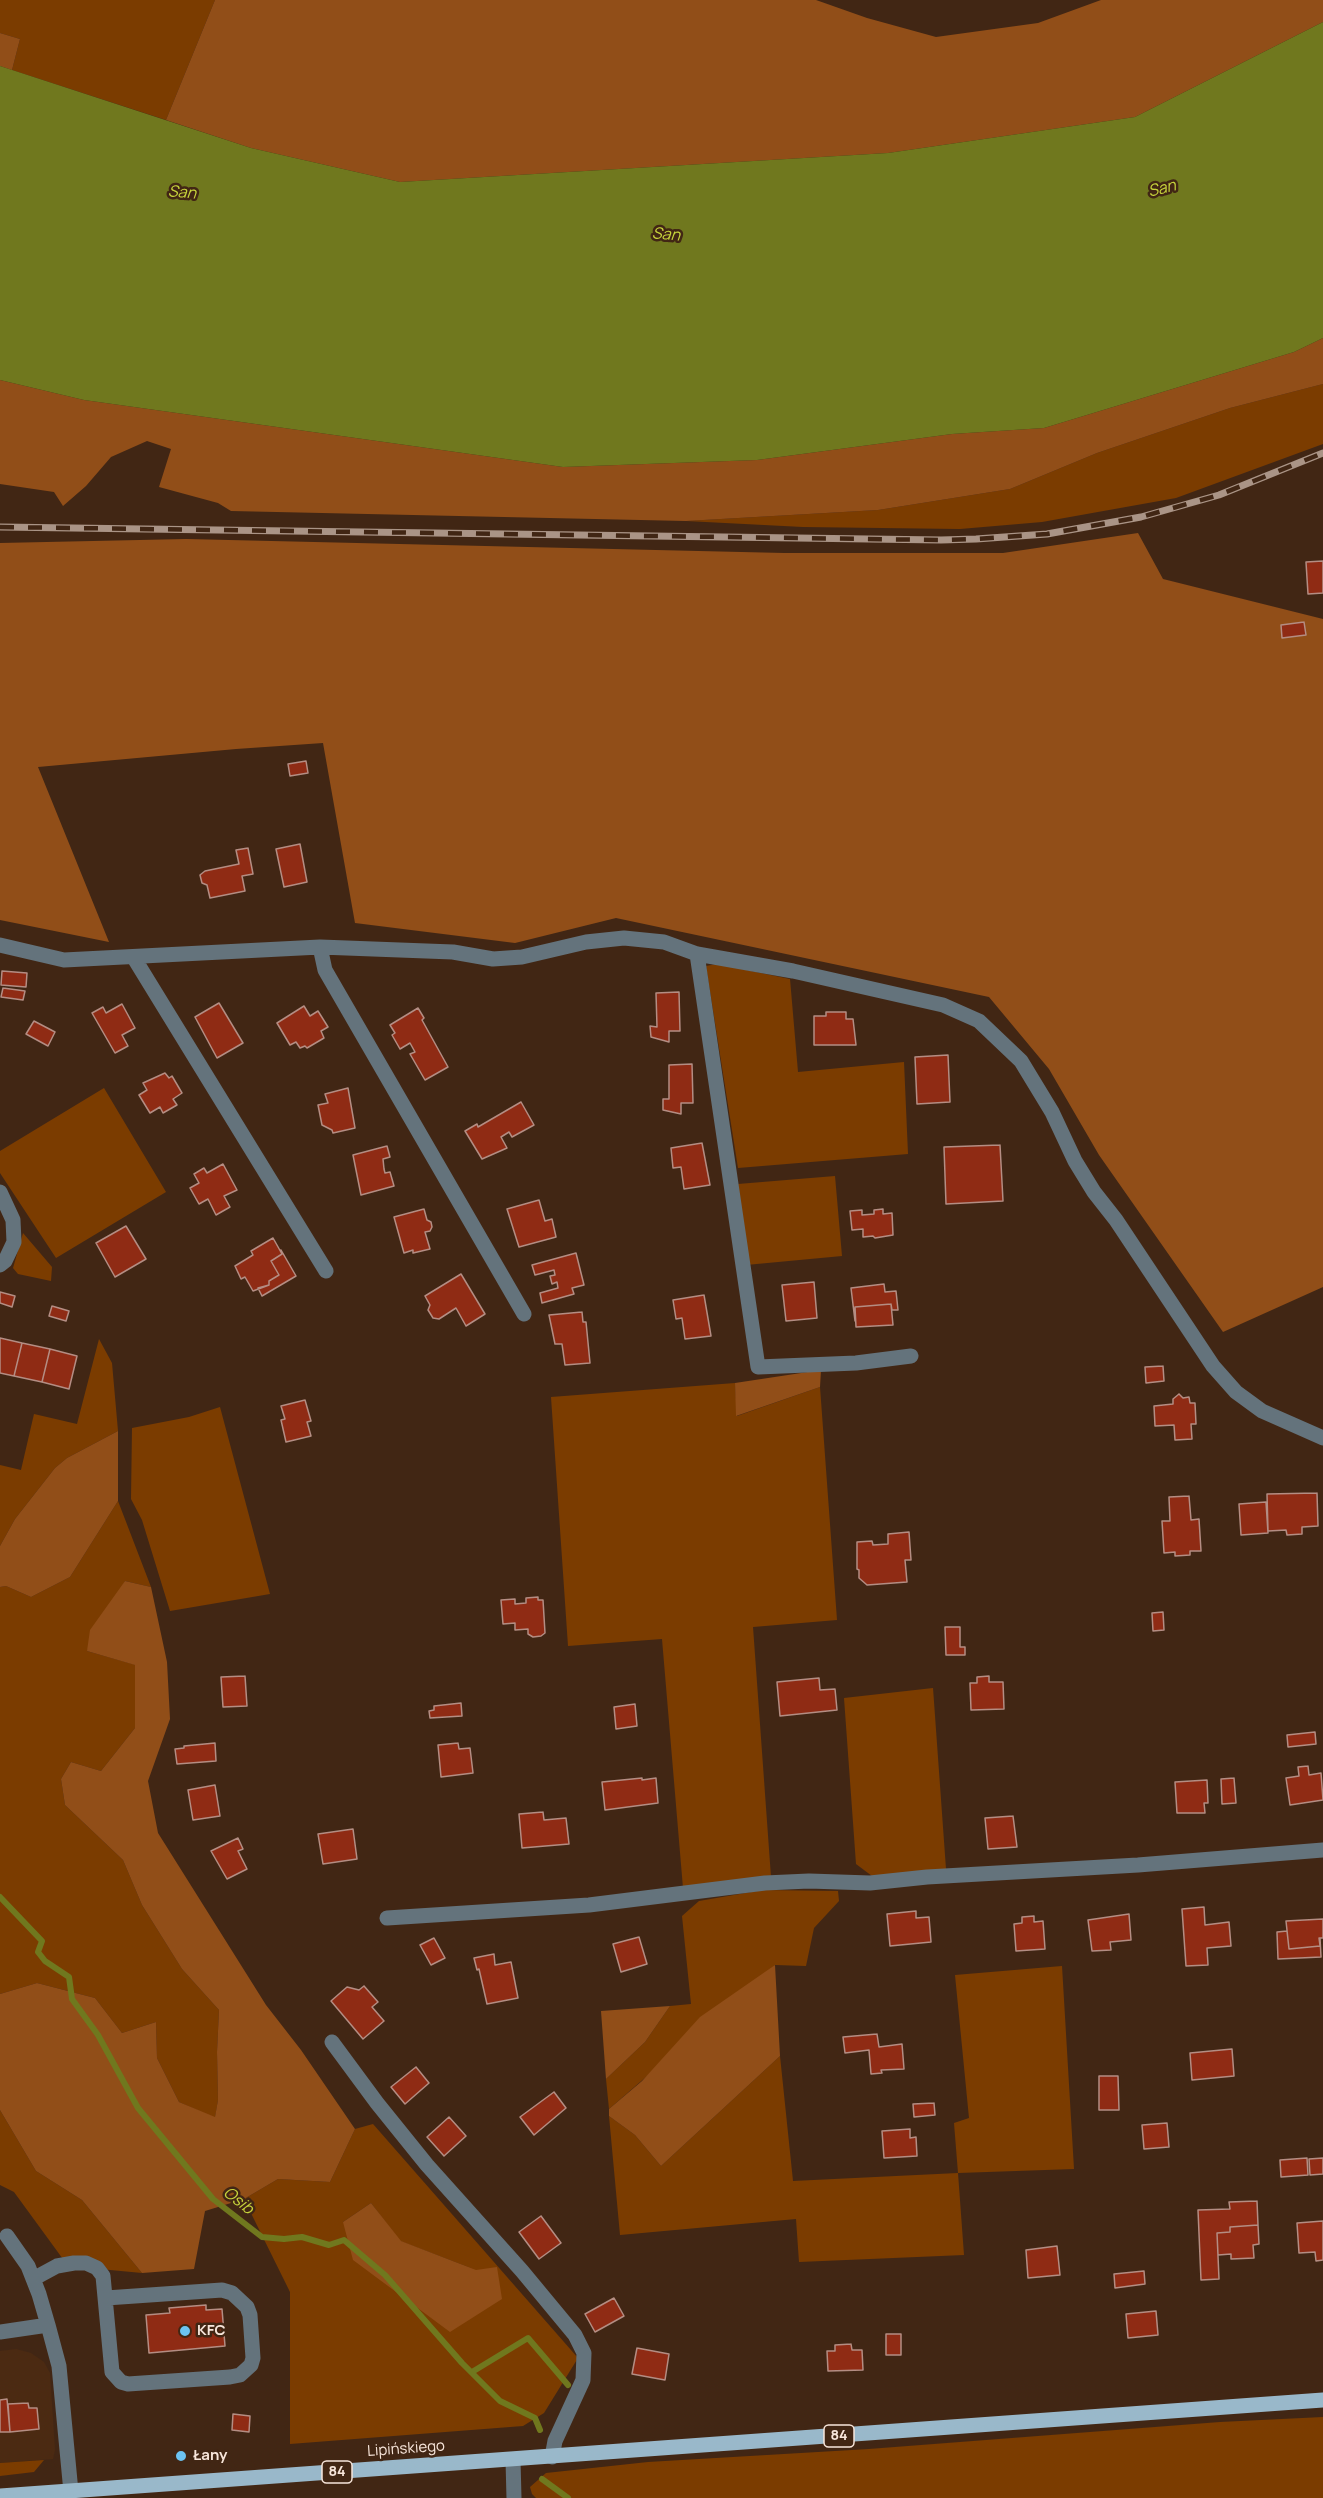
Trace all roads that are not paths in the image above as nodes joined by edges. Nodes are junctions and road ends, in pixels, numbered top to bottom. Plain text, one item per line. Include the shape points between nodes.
1 (0, 945) edge
2 (320, 947) junction
3 (697, 954) junction
4 (134, 958) junction
5 (0, 1192) edge
6 (0, 1265) edge
7 (326, 1271) dead end
8 (524, 1314) dead end
9 (911, 1356) dead end
10 (1323, 1438) edge
11 (1323, 1850) edge
12 (387, 1918) dead end
13 (332, 2042) dead end
14 (6, 2236) dead end
15 (33, 2279) junction
16 (106, 2298) junction
17 (48, 2325) junction
18 (0, 2332) edge
19 (1323, 2400) edge
20 (552, 2457) junction
21 (513, 2460) junction
22 (71, 2492) junction
23 (0, 2496) edge
24 (514, 2498) edge

1 - 4 street via 64,960
2 - 3 street via 453,952 493,959 624,938 664,942
2 - 4 street
2 - 8 street via 326,970
3 - 9 street via 758,1367 856,1363
3 - 10 street via 918,997 979,1022 1021,1061 1094,1192 1214,1366 1236,1392 1262,1411
4 - 7 street
5 - 6 street via 13,1220 14,1242
11 - 12 street via 870,1884 765,1883 590,1905
13 - 20 street via 413,2147 574,2335 584,2353 583,2380 555,2441
14 - 15 street
15 - 16 street via 57,2266 86,2263 103,2276
15 - 17 street
16 - 16 street via 222,2290 240,2299 250,2314 253,2358 247,2371 230,2376 121,2382 112,2372
17 - 18 street
17 - 22 street via 60,2366
19 - 20 main road, Lipińskiego / 84
20 - 21 main road, Lipińskiego / 84
21 - 22 main road, Lipińskiego / 84
21 - 24 street
22 - 23 main road, Lipińskiego / 84

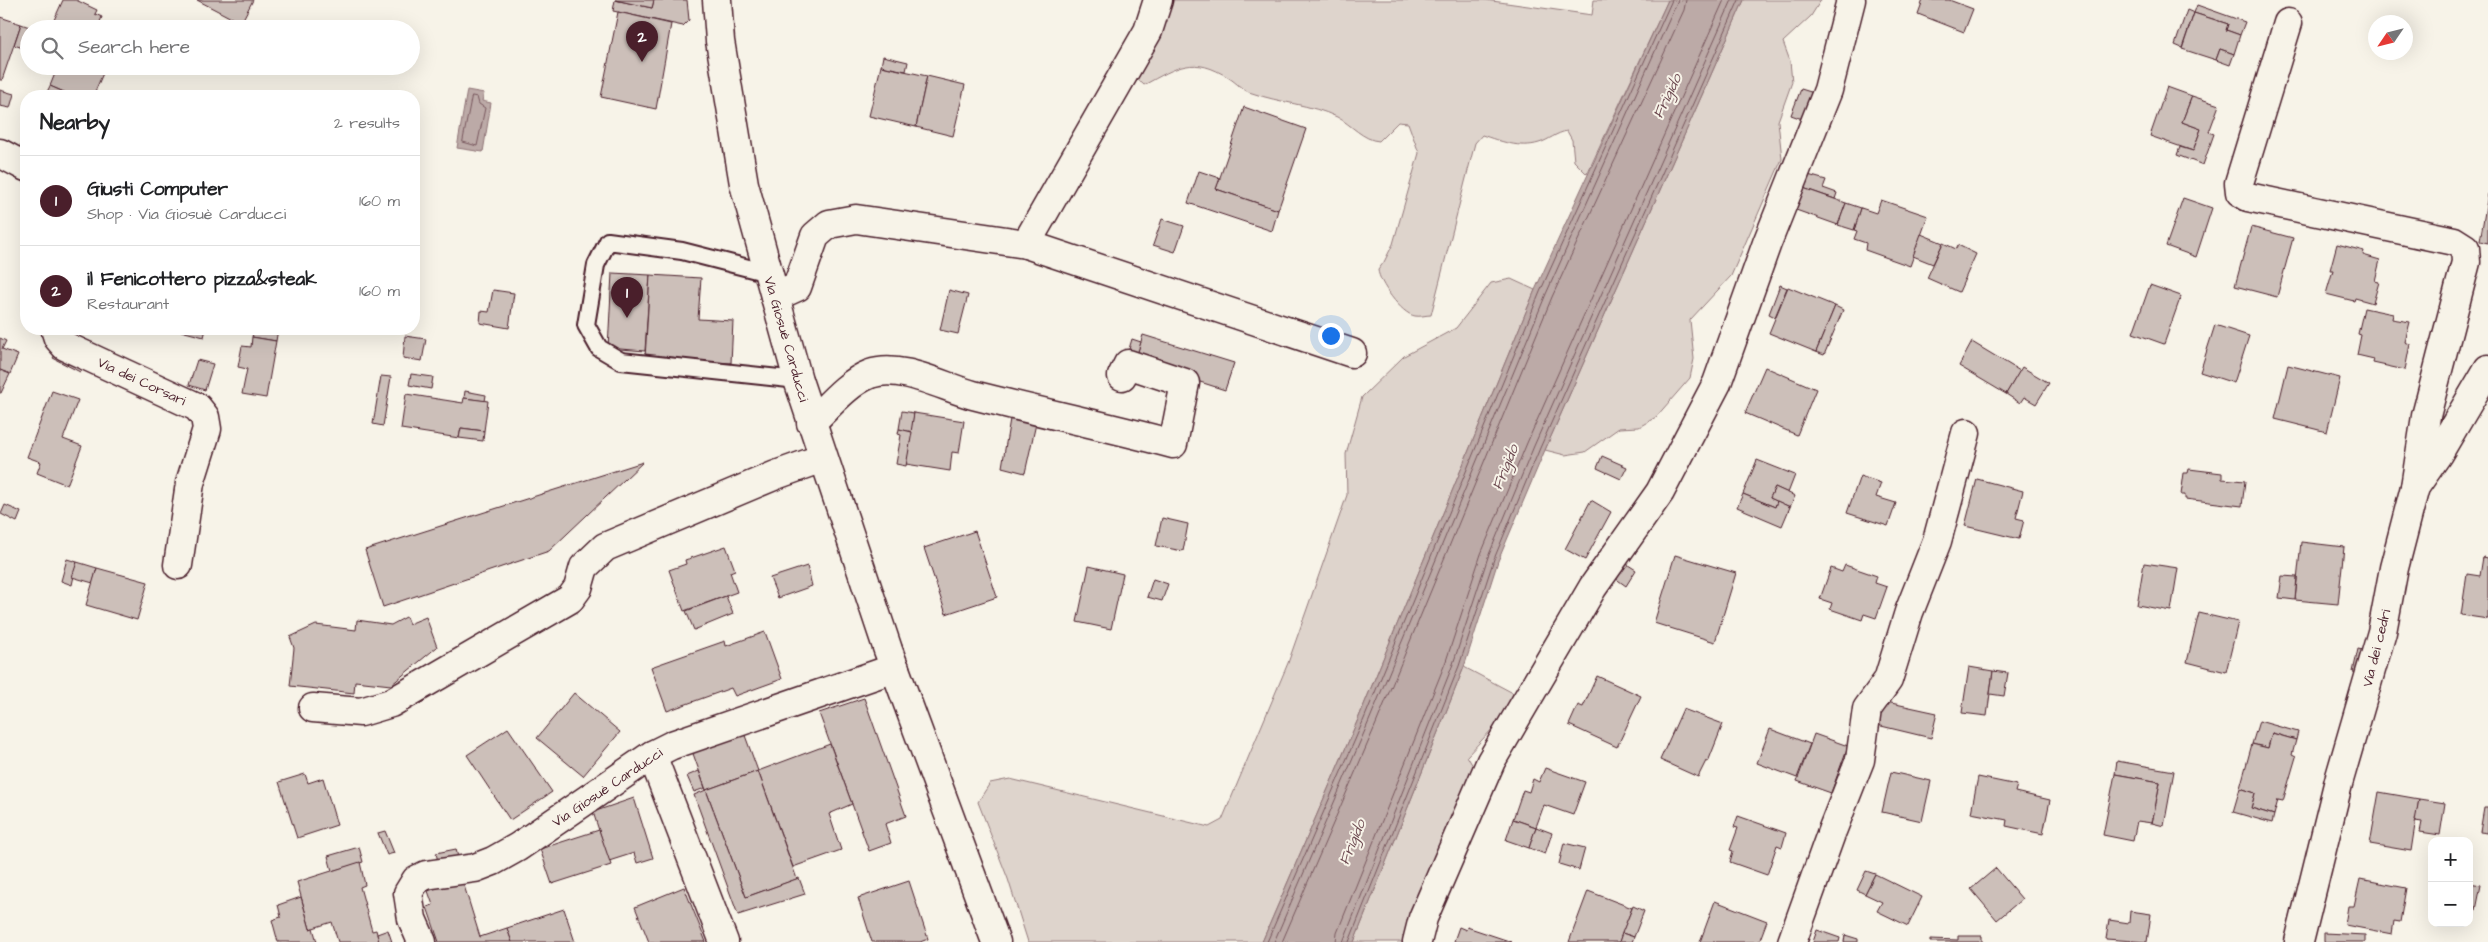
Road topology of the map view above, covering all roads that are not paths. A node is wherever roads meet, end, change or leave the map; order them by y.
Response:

==============================

• Task description: Give back exactly the lines beginning at the one with "Road topology of" and ending at the final line of the material; both boundary lines belong in it.

• Response to this task:
Road topology of the map view above, covering all roads that are not paths. A node is wherever roads meet, end, change or leave the map; order them by y.
Response:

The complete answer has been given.